Duchowny postuluje, by koronawirusa zostawić Ministerstwu Zdrowia i sanepidowi. Księża natomiast zostali powołani do tego, by tworzyć Kościół. "Może warto przypomnieć sobie, że zostaliśmy księżmi, by głosząc z zapałem Słowo Boże budować wspólnotę Kościoła, a nie dbać o sanitarną czystość świata" – pisze ks. Jacek Grzybowski na łamach tygodnika "Idziemy" w tekście pod tytułem "Jak koronawirus nas zmienił".
"Zostawmy urzędnikom inspektoratów sanitarnych i Ministerstwu Zdrowia ich pracę i skupmy się na powierzonych nam sakramentalnych i formacyjnych zadaniach" – kontynuuje. Według kapłana, po początkowym zamykaniu kościołów z powodu epidemii koronawirusa "na szczęście" przyszło opamiętanie.
"Po głosach, że chodzenie na niedzielną eucharystię może być grzechem przeciwko 5. przykazaniu, po smutnych przypadkach dobrowolnego zamknięcia niektórych świątyń (szczególnie zakonnych), a także fali wysypu nabożeństw i Mszy świętych on-line, gdzie każda parafia musiała mieć swoją transmisję, przyszło drobne otrzeźwienie" – ocenia ksiądz.
Jednocześnie zaznacza, że obostrzenia w czasie epidemii covid-19 okazały się niszczące dla katolickiej społeczności. "Sami entuzjaści (także biskupi) specyficznej religijności on-line dostrzegli jak nacisk na społeczną separację stał się destrukcyjny dla wspólnoty. Zachęty do powrotu niewiele potem pomogły – wygoda i egoizm wygrywają z pobożnością i realnością doświadczenia Kościoła" – gorzko komentuje.
Zdaniem duchownego, przez "covidową propagandę" zdołano skłócić katolików, szczególnie w odniesieniu do sposobu przyjmowania komunii świętej. "Nagle najważniejszą społecznie sprawą okazał się dystans, forma znaku pokoju i przyjmowania Komunii świętej i nieodzowność maseczek w kościele, a nie ścisk w sklepach, tłok w komunikacji miejskiej, w barach i na plażach" – ocenił ks. Grzybowski.
To wszystko dzieje się w atmosferze rekordowej liczby zakażeń w Polsce.
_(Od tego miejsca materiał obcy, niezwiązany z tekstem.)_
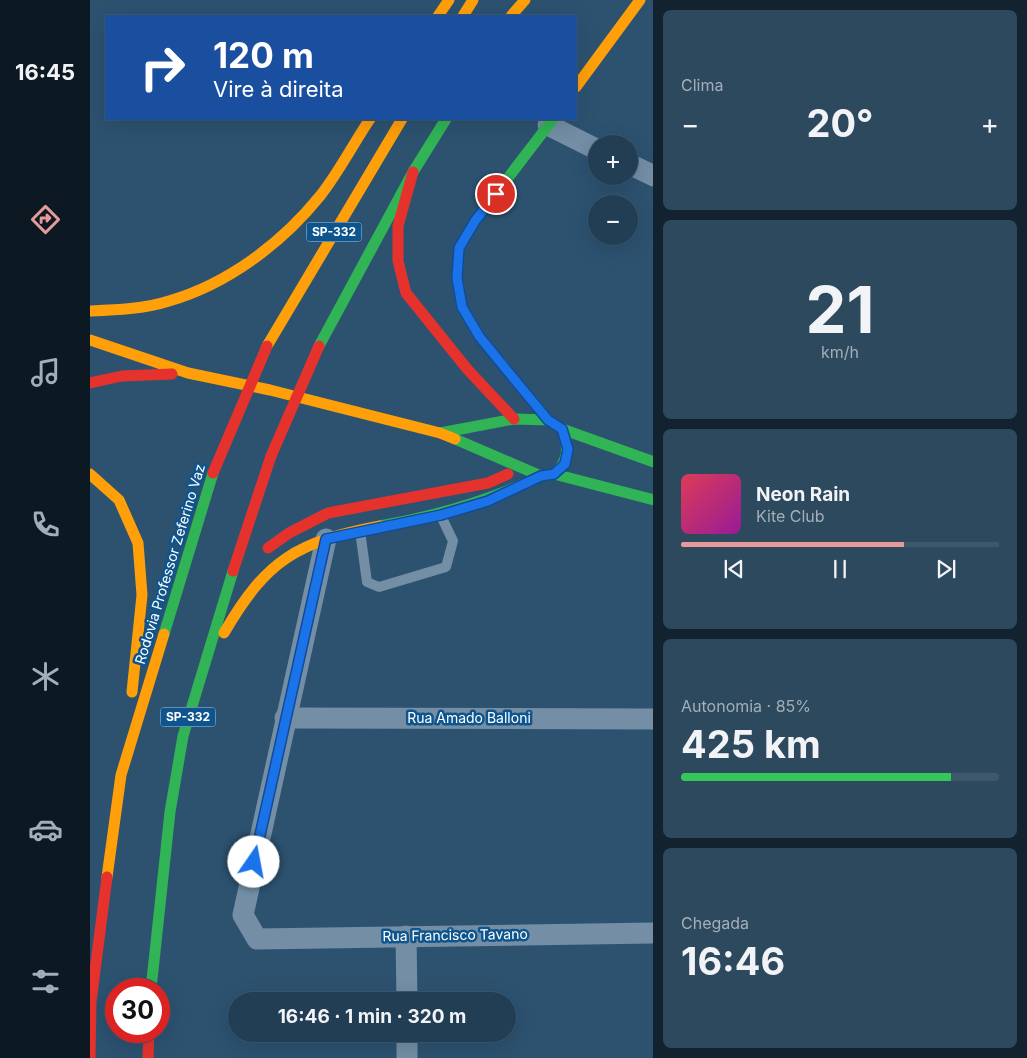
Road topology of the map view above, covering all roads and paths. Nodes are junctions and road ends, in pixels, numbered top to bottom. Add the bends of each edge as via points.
1 (449, 0) edge
2 (472, 0) edge
3 (525, 0) edge
4 (640, 0) edge
5 (439, 15) edge
6 (464, 15) edge
7 (512, 15) edge
8 (577, 87) edge
9 (369, 120) edge
10 (401, 120) edge
11 (445, 120) edge
12 (551, 122) edge
13 (588, 144) edge
14 (638, 168) edge
15 (413, 172) junction
16 (653, 176) edge
17 (90, 311) edge
18 (90, 340) edge
19 (188, 373) junction
20 (90, 383) edge
21 (514, 418) junction
22 (548, 420) junction
23 (562, 429) junction
24 (440, 434) junction
25 (653, 462) edge
26 (520, 468) junction
27 (90, 474) edge
28 (554, 474) junction
29 (541, 476) junction
30 (653, 500) edge
31 (441, 515) junction
32 (360, 531) junction
33 (326, 539) junction
34 (229, 582) junction
35 (199, 678) junction
36 (285, 718) junction
37 (653, 719) edge
38 (120, 775) junction
39 (653, 933) edge
40 (406, 936) junction
41 (152, 978) edge
42 (407, 992) edge
43 (407, 1042) edge
44 (149, 1043) edge
45 (90, 1058) edge
46 (148, 1058) edge
47 (407, 1058) edge

1 - 5 main road
2 - 6 main road
3 - 7 main road
4 - 8 main road
9 - 17 main road via 314,203 236,272 193,293 145,307
10 - 38 main road, Rodovia Professor Zeferino Vaz / SP-332, bridge via 267,346 213,473
11 - 15 main road, SP-332
12 - 13 street
12 - 22 main road via 475,221 459,248 457,278 462,307 479,336
14 - 16 street
15 - 21 main road via 398,226 398,260 406,293 468,370
15 - 34 main road, SP-332, bridge via 319,346 271,456
18 - 19 main road
19 - 20 main road via 122,376
19 - 24 main road via 270,390
21 - 22 main road
21 - 24 main road
22 - 23 main road
23 - 25 main road
23 - 28 main road via 568,449 565,464
24 - 26 main road
26 - 29 main road
26 - 34 main road via 488,483 328,513 289,533
27 - 38 main road via 119,500 138,543 142,595
28 - 29 main road
28 - 30 main road
29 - 31 main road via 488,501
31 - 32 main road
31 - 32 lane via 453,541 446,567 379,587 366,582
32 - 33 main road
33 - 35 main road via 283,558 259,579
33 - 36 street
34 - 35 main road, SP-332
35 - 41 main road, SP-332 via 183,736 170,812
36 - 37 street, Rua Amado Balloni
36 - 40 street, Rua Francisco Tavano via 243,916 256,939
38 - 45 main road, Rodovia Professor Zeferino Vaz / SP-332 via 91,1002
39 - 40 street, Rua Francisco Tavano
40 - 42 street
43 - 47 street
44 - 46 main road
Praktycznie co dzień notujemy – oficjalnie, bo w rzeczywistości jest pewnie kilka razy więcej – powyżej 2000 nowych zakażeń. Rekord zakażeń koronawirusem wynosi 2367 przypadków i padł w sobotę. W poniedziałek 5 października resort zdrowia poinformował o 2006 zakażeniach koronawirusem.